§ Work instruction
Write out the data word for word and omit every picture.

[[ Dataset open ]]

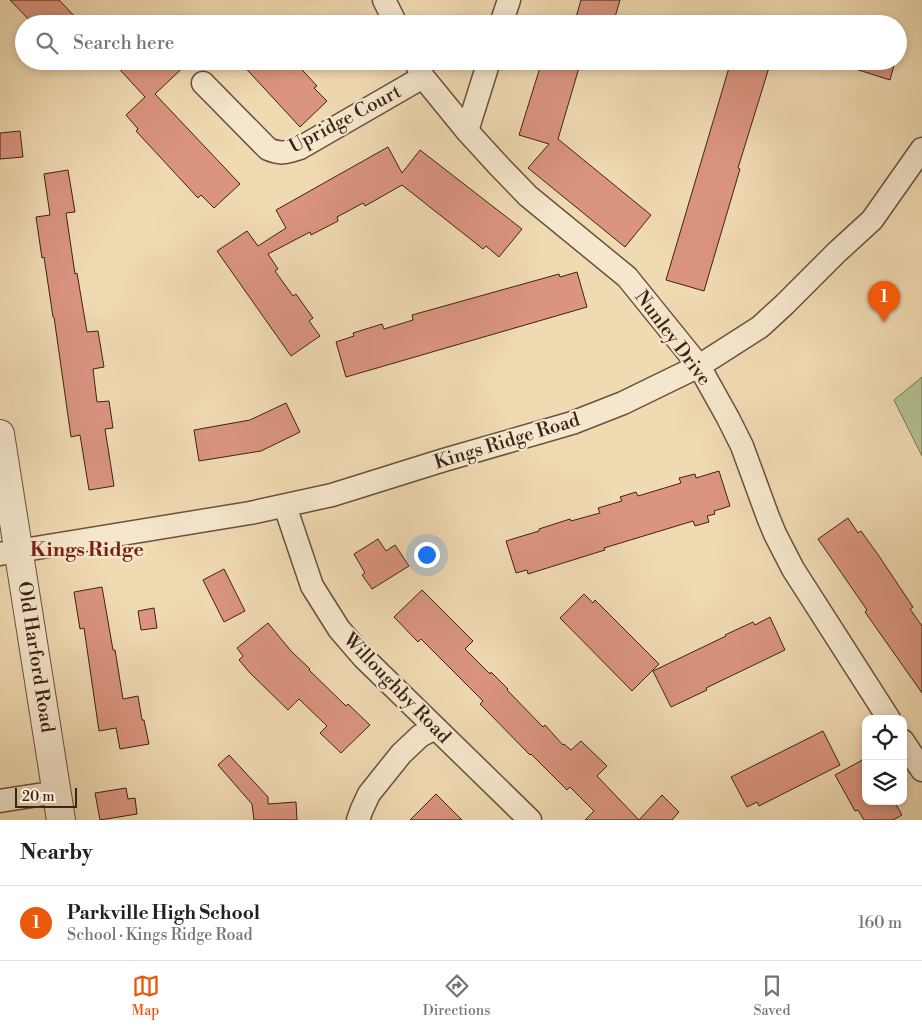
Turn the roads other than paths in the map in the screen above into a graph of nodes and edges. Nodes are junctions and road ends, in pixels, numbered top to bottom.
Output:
1 (384, 0) edge
2 (509, 0) edge
3 (392, 15) edge
4 (505, 15) edge
5 (417, 70) edge
6 (420, 70) edge
7 (486, 70) edge
8 (203, 83) dead end
9 (466, 131) junction
10 (922, 149) edge
11 (699, 366) junction
12 (0, 434) edge
13 (285, 506) junction
14 (9, 552) edge
15 (886, 715) edge
16 (435, 728) junction
17 (907, 747) edge
18 (922, 770) edge
19 (57, 792) junction
20 (0, 801) edge
21 (62, 820) edge
22 (358, 820) edge
23 (530, 820) edge

1 - 3 street
2 - 4 street
5 - 8 street, Upridge Court
6 - 9 street, Nunley Drive
7 - 9 street
9 - 11 street, Nunley Drive
10 - 11 street, Kings Ridge Road
11 - 13 street, Kings Ridge Road
11 - 15 street, Nunley Drive
12 - 14 street, Old Harford Road
13 - 14 street, Kings Ridge Road
13 - 16 street, Willoughby Road
14 - 19 street, Old Harford Road
16 - 22 street
16 - 23 street, Willoughby Road
17 - 18 street
19 - 20 street
19 - 21 street, Old Harford Road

[[ Dataset closed ]]

§ Written answer
Turn the roads other than paths in the map in the screen above into a graph of nodes and edges. Nodes are junctions and road ends, in pixels, numbered top to bottom.
Output:
1 (384, 0) edge
2 (509, 0) edge
3 (392, 15) edge
4 (505, 15) edge
5 (417, 70) edge
6 (420, 70) edge
7 (486, 70) edge
8 (203, 83) dead end
9 (466, 131) junction
10 (922, 149) edge
11 (699, 366) junction
12 (0, 434) edge
13 (285, 506) junction
14 (9, 552) edge
15 (886, 715) edge
16 (435, 728) junction
17 (907, 747) edge
18 (922, 770) edge
19 (57, 792) junction
20 (0, 801) edge
21 (62, 820) edge
22 (358, 820) edge
23 (530, 820) edge

1 - 3 street
2 - 4 street
5 - 8 street, Upridge Court
6 - 9 street, Nunley Drive
7 - 9 street
9 - 11 street, Nunley Drive
10 - 11 street, Kings Ridge Road
11 - 13 street, Kings Ridge Road
11 - 15 street, Nunley Drive
12 - 14 street, Old Harford Road
13 - 14 street, Kings Ridge Road
13 - 16 street, Willoughby Road
14 - 19 street, Old Harford Road
16 - 22 street
16 - 23 street, Willoughby Road
17 - 18 street
19 - 20 street
19 - 21 street, Old Harford Road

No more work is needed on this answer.